#### [WORK ITEM]
Keep the images out and copy every entry below exactly.

#### [Saved entries]

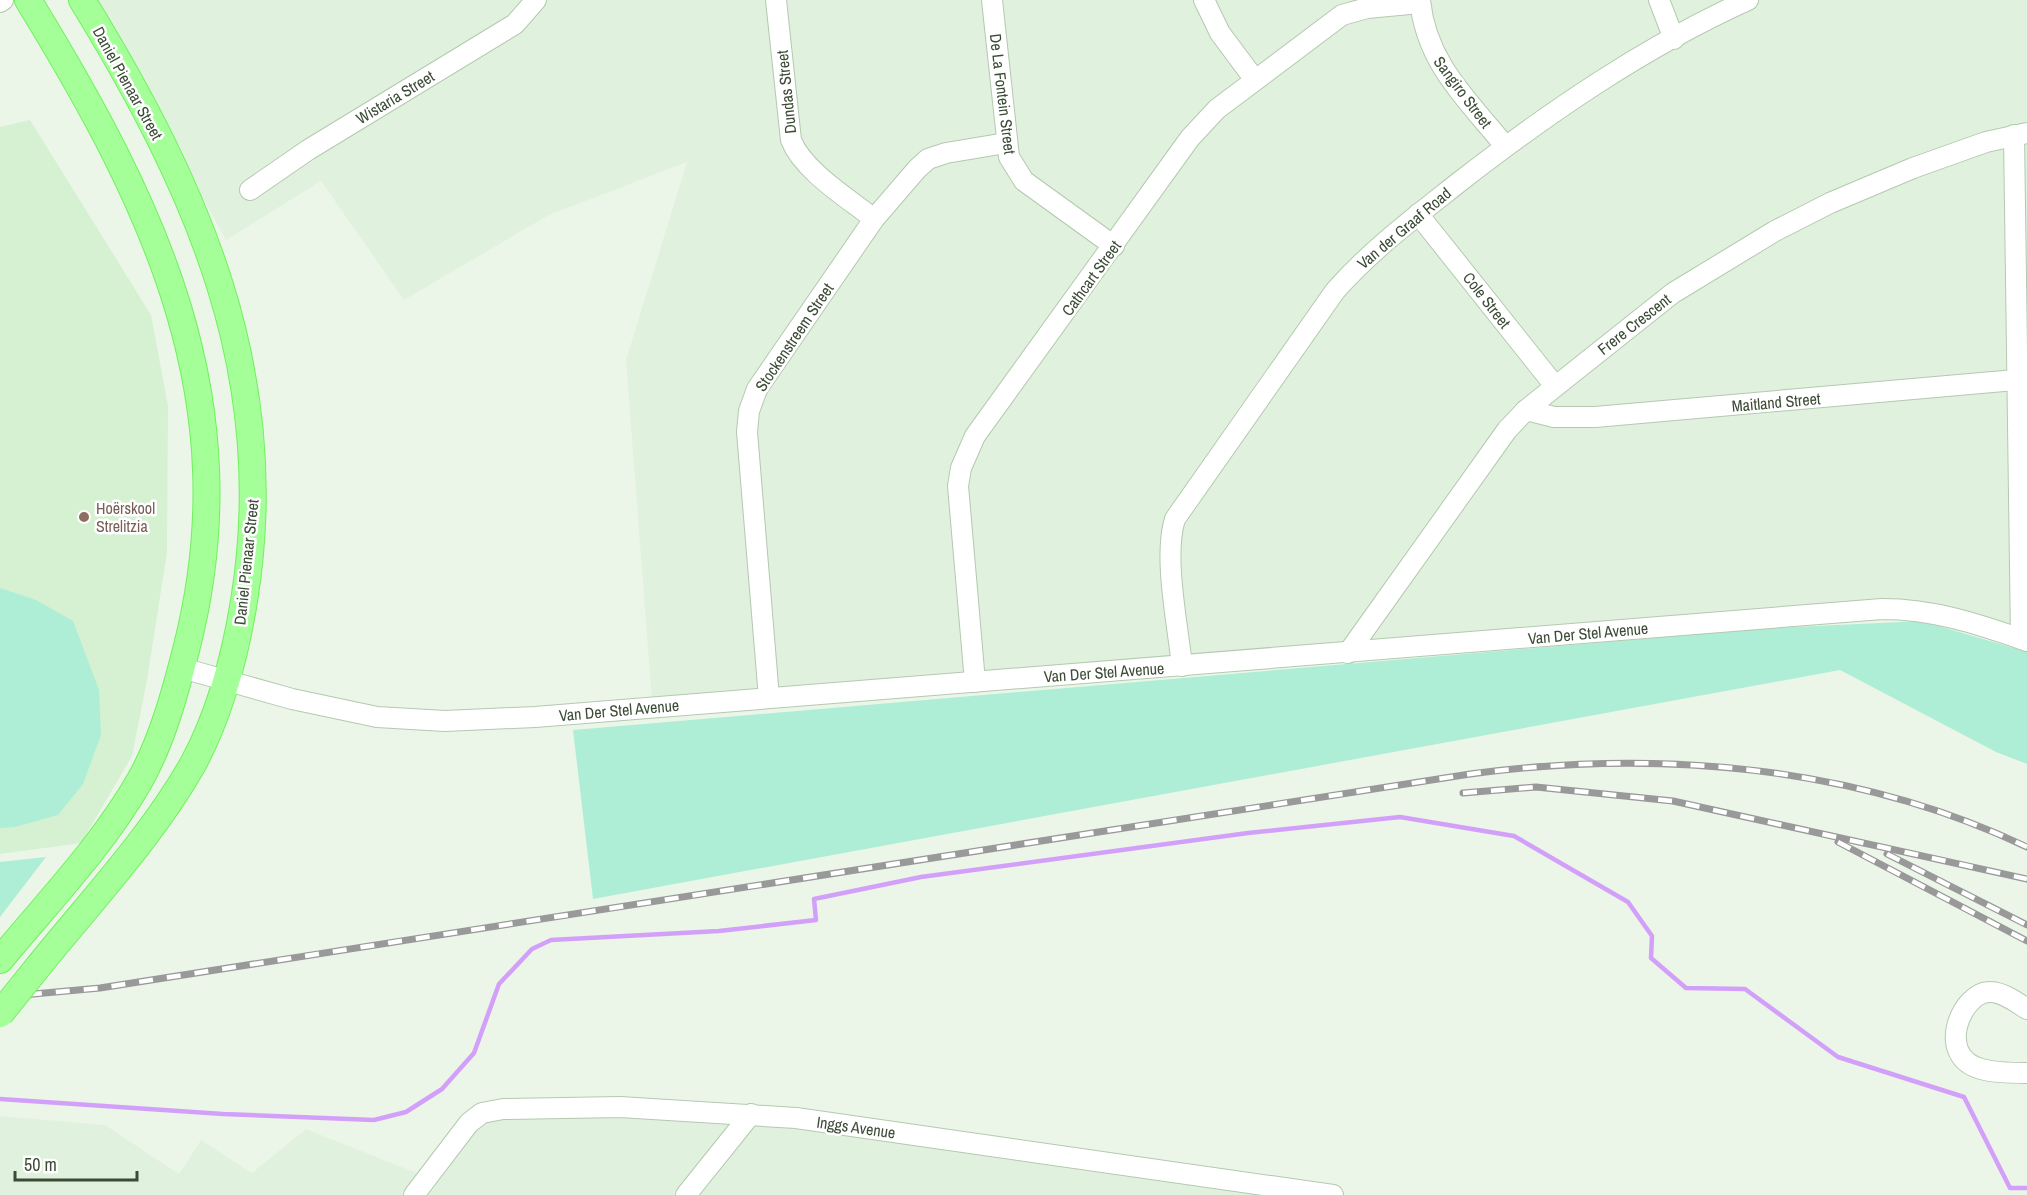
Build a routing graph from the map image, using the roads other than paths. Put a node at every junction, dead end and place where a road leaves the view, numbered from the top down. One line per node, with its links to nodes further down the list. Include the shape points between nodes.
1 (28, 0): 25 (main road, via 104,128 164,259 187,331 202,403 208,485 202,579)
2 (82, 0): 26 (main road, Daniel Pienaar Street, via 141,102 191,207 225,296 238,345 252,435 254,515 246,590)
3 (536, 0): 15 (street, Wistaria Street, via 515,24 308,150)
4 (777, 0): 17 (street, Dundas Street, via 795,150)
5 (992, 0): 13 (street, De La Fontein Street)
6 (1204, 0): 11 (street, via 1220,33)
7 (1659, 0): 10 (street)
8 (1748, 0): 10 (street, Van der Graaf Road)
9 (1420, 2): 11 (street, Cathcart Street, via 1342,15); 14 (street, Sangiro Street, via 1437,60)
10 (1674, 39): 14 (street, Van der Graaf Road, via 1575,98)
11 (1255, 80): 18 (street, Cathcart Street, via 1201,125)
12 (2021, 134): 19 (street); 20 (street, Frere Crescent, via 1914,168 1775,231 1673,293)
13 (1006, 143): 17 (street, Stockenstreem Street, via 928,159); 18 (street, De La Fontein Street, via 1009,157 1024,181)
14 (1505, 147): 16 (street, Van der Graaf Road)
15 (250, 190)
16 (1418, 214): 20 (street, Cole Street); 24 (street, Van der Graaf Road, via 1363,260 1335,291 1175,519 1171,557)
17 (874, 219): 28 (street, Stockenstreem Street, via 757,389 749,411 747,432)
18 (1114, 246): 27 (street, Cathcart Street, via 975,436 961,468 958,486)
19 (2022, 379): 21 (street, Maitland Street, via 1595,417 1554,417); 22 (street)
20 (1555, 386): 21 (street, Frere Crescent)
21 (1526, 410): 23 (street, Frere Crescent, via 1486,458)
22 (2024, 640): 23 (street, Van Der Stel Avenue, via 1946,615 1882,609)
23 (1348, 653): 24 (street, Van Der Stel Avenue)
24 (1182, 666): 27 (street, Van Der Stel Avenue)
25 (182, 668): 26 (street, Van Der Stel Avenue); 29 (main road, via 141,779 98,842)
26 (226, 681): 28 (street, Van Der Stel Avenue, via 353,713 445,722); 31 (main road, Daniel Pienaar Street, bridge, via 203,743 174,795)
27 (975, 682): 28 (street, Van Der Stel Avenue)
28 (769, 698)
29 (0, 960)
30 (2027, 1009): 32 (street, via 1999,993 1986,992 1967,1008 1954,1038 1960,1055 1980,1069)
31 (0, 1014)
32 (2027, 1073)
33 (751, 1114): 34 (street, Inggs Avenue); 35 (street, Inggs Avenue, via 620,1107 503,1109 482,1113 469,1123); 36 (street)
34 (1301, 1193): 37 (street, Inggs Avenue)
35 (414, 1195)
36 (686, 1195)
37 (1334, 1195)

#### [RESULT BELOW]
Build a routing graph from the map image, using the roads other than paths. Put a node at every junction, dead end and place where a road leaves the view, numbered from the top down. One line per node, with its links to nodes further down the list. Include the shape points between nodes.
1 (28, 0): 25 (main road, via 104,128 164,259 187,331 202,403 208,485 202,579)
2 (82, 0): 26 (main road, Daniel Pienaar Street, via 141,102 191,207 225,296 238,345 252,435 254,515 246,590)
3 (536, 0): 15 (street, Wistaria Street, via 515,24 308,150)
4 (777, 0): 17 (street, Dundas Street, via 795,150)
5 (992, 0): 13 (street, De La Fontein Street)
6 (1204, 0): 11 (street, via 1220,33)
7 (1659, 0): 10 (street)
8 (1748, 0): 10 (street, Van der Graaf Road)
9 (1420, 2): 11 (street, Cathcart Street, via 1342,15); 14 (street, Sangiro Street, via 1437,60)
10 (1674, 39): 14 (street, Van der Graaf Road, via 1575,98)
11 (1255, 80): 18 (street, Cathcart Street, via 1201,125)
12 (2021, 134): 19 (street); 20 (street, Frere Crescent, via 1914,168 1775,231 1673,293)
13 (1006, 143): 17 (street, Stockenstreem Street, via 928,159); 18 (street, De La Fontein Street, via 1009,157 1024,181)
14 (1505, 147): 16 (street, Van der Graaf Road)
15 (250, 190)
16 (1418, 214): 20 (street, Cole Street); 24 (street, Van der Graaf Road, via 1363,260 1335,291 1175,519 1171,557)
17 (874, 219): 28 (street, Stockenstreem Street, via 757,389 749,411 747,432)
18 (1114, 246): 27 (street, Cathcart Street, via 975,436 961,468 958,486)
19 (2022, 379): 21 (street, Maitland Street, via 1595,417 1554,417); 22 (street)
20 (1555, 386): 21 (street, Frere Crescent)
21 (1526, 410): 23 (street, Frere Crescent, via 1486,458)
22 (2024, 640): 23 (street, Van Der Stel Avenue, via 1946,615 1882,609)
23 (1348, 653): 24 (street, Van Der Stel Avenue)
24 (1182, 666): 27 (street, Van Der Stel Avenue)
25 (182, 668): 26 (street, Van Der Stel Avenue); 29 (main road, via 141,779 98,842)
26 (226, 681): 28 (street, Van Der Stel Avenue, via 353,713 445,722); 31 (main road, Daniel Pienaar Street, bridge, via 203,743 174,795)
27 (975, 682): 28 (street, Van Der Stel Avenue)
28 (769, 698)
29 (0, 960)
30 (2027, 1009): 32 (street, via 1999,993 1986,992 1967,1008 1954,1038 1960,1055 1980,1069)
31 (0, 1014)
32 (2027, 1073)
33 (751, 1114): 34 (street, Inggs Avenue); 35 (street, Inggs Avenue, via 620,1107 503,1109 482,1113 469,1123); 36 (street)
34 (1301, 1193): 37 (street, Inggs Avenue)
35 (414, 1195)
36 (686, 1195)
37 (1334, 1195)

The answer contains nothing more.